Privileges let you pre-approve a scope of operations so your agent can act without triggering an approval each time. Think of it as a signed permission slip: “you may spend up to $X, only to these addresses, only on this chain, and only for the next N hours.”

How It Works

  1. You define a scope — spend limit, allowed addresses, chain, and expiration
  2. You approve it once — creates an encoded token
  3. Agent attaches the token — qualifying transactions are signed instantly, no 2FA
  4. Token expires — after the time limit or spend cap is reached, the agent needs a new token or falls back to normal approvals

Scope Parameters

ParameterWhat it controls
allowedAddressesWhich addresses the agent can send to.

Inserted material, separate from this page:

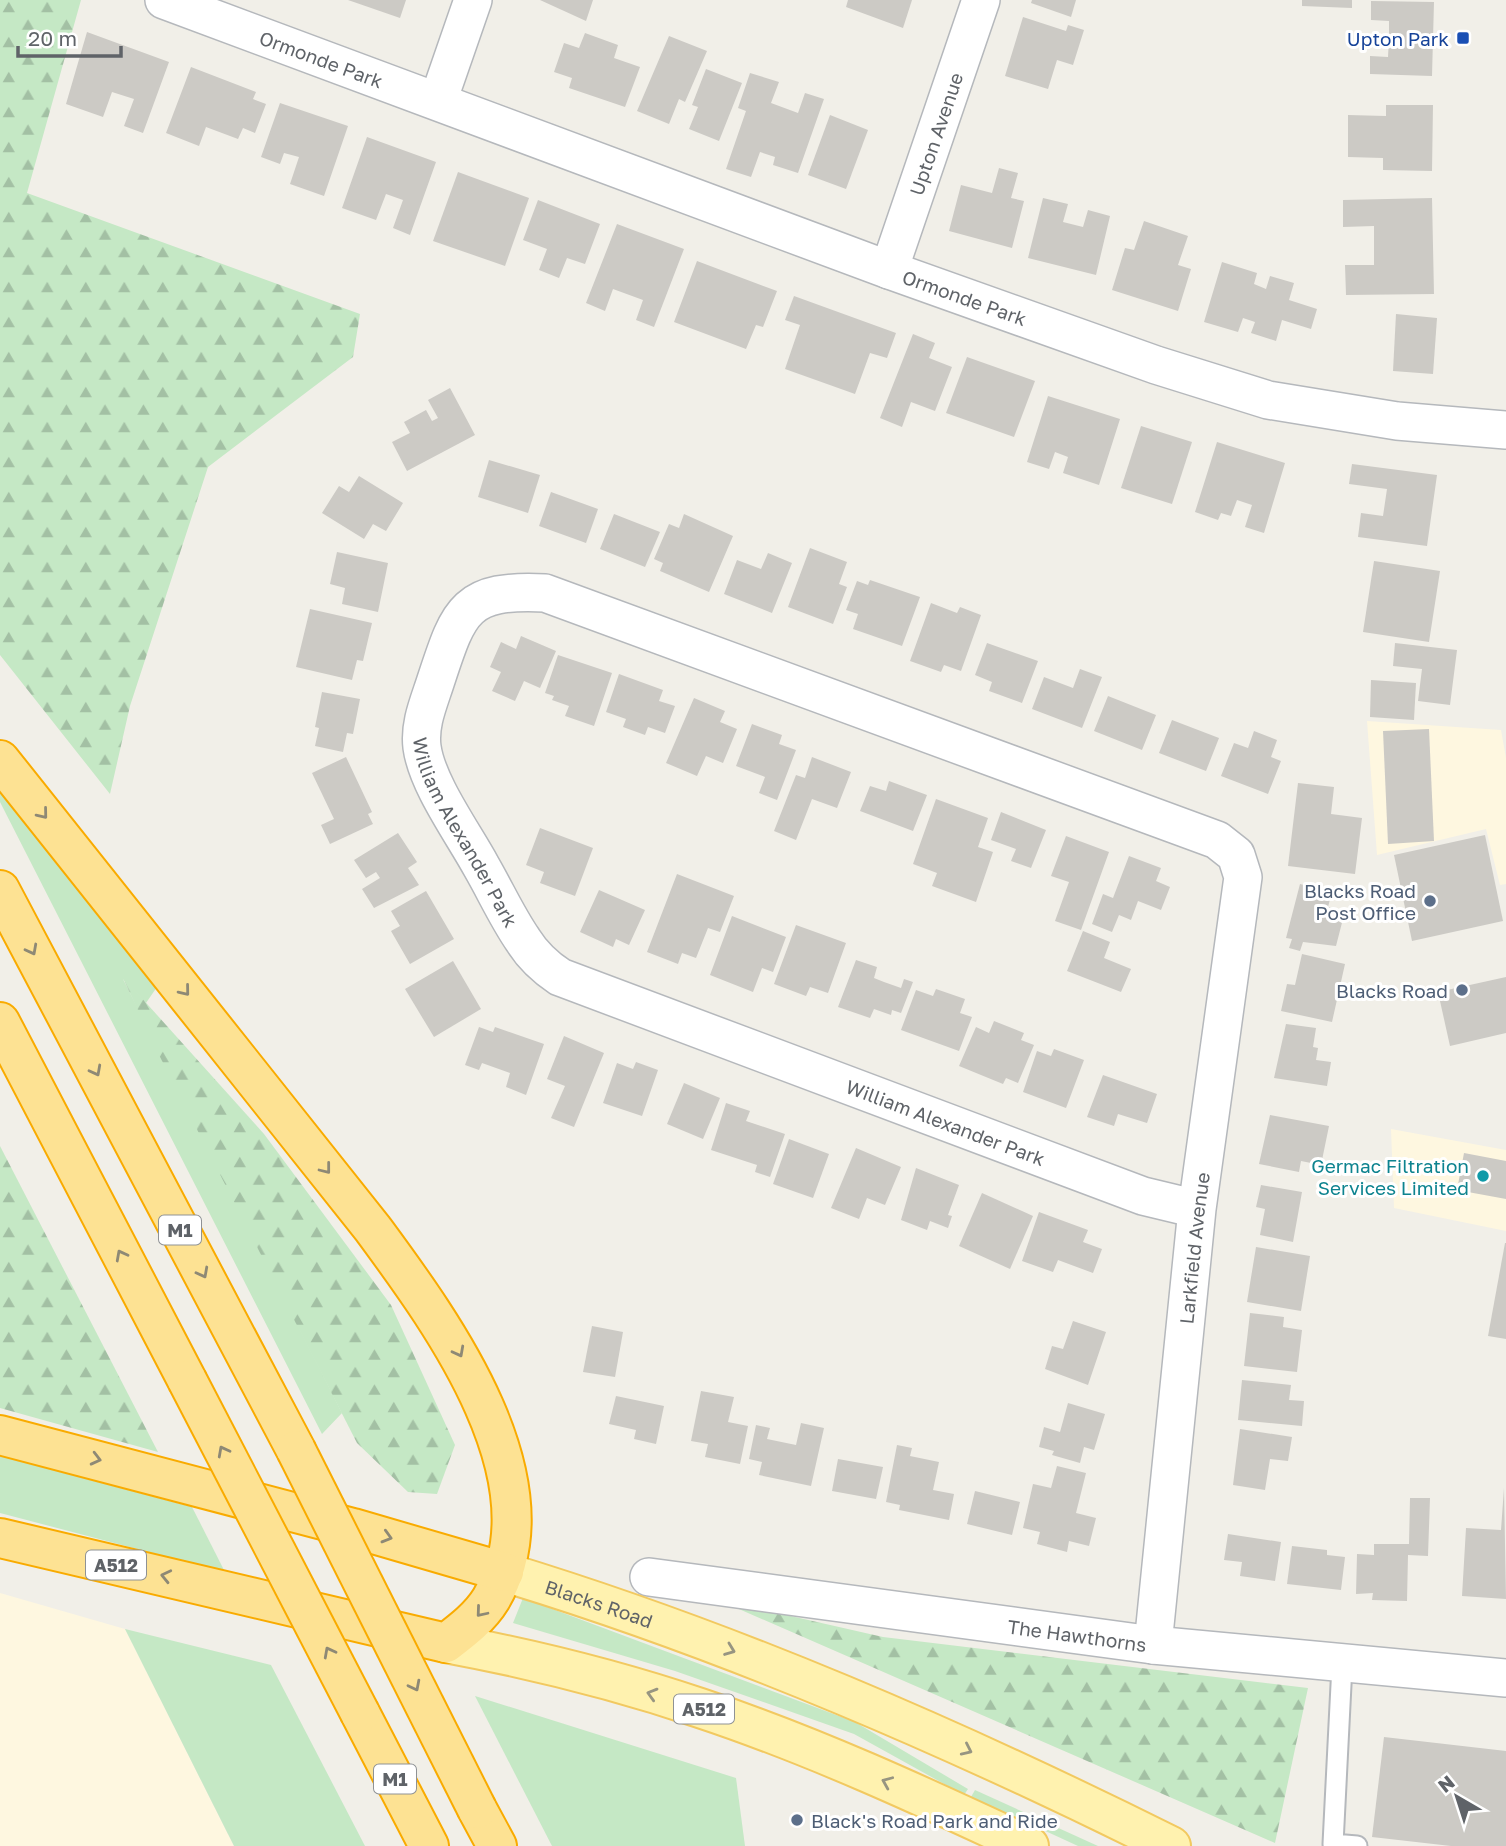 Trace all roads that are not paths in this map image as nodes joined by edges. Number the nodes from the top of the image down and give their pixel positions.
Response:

Empty [] = any address (riskier).
chainIdWhich chain the token applies to
requestedAmountUsdMaximum cumulative USD value across all transactions
requestedExpirySecondsHow long the token is valid

Using Privileges (CLI)

Pass --permission-token to any signing or transaction command:

waap-cli send-tx \ --to 0xCetusPool \ --value 0.01 \ --chain-id sui:mainnet \ --permission-token <encoded-token>

The transaction goes through immediately — no Telegram prompt, no waiting.

When to Use Them

ScenarioWithout PrivilegeWith Privilege
Yield agent repositioning every few hoursTelegram approval each timeAuto-approved within scope
Trading agent executing 50 trades/day50 Telegram approvals/dayAuto-approved up to limit
One-time large transferApprove manually (good)Not recommended — use normal approval

Rule of thumb: Use Privileges for routine, low-value, repetitive operations. Keep normal approvals for anything large or unusual.

SDK Integration

For browser-based apps, Privileges are requested via window.waap.requestPermissionToken(). See the Privileges SDK guide for full implementation details.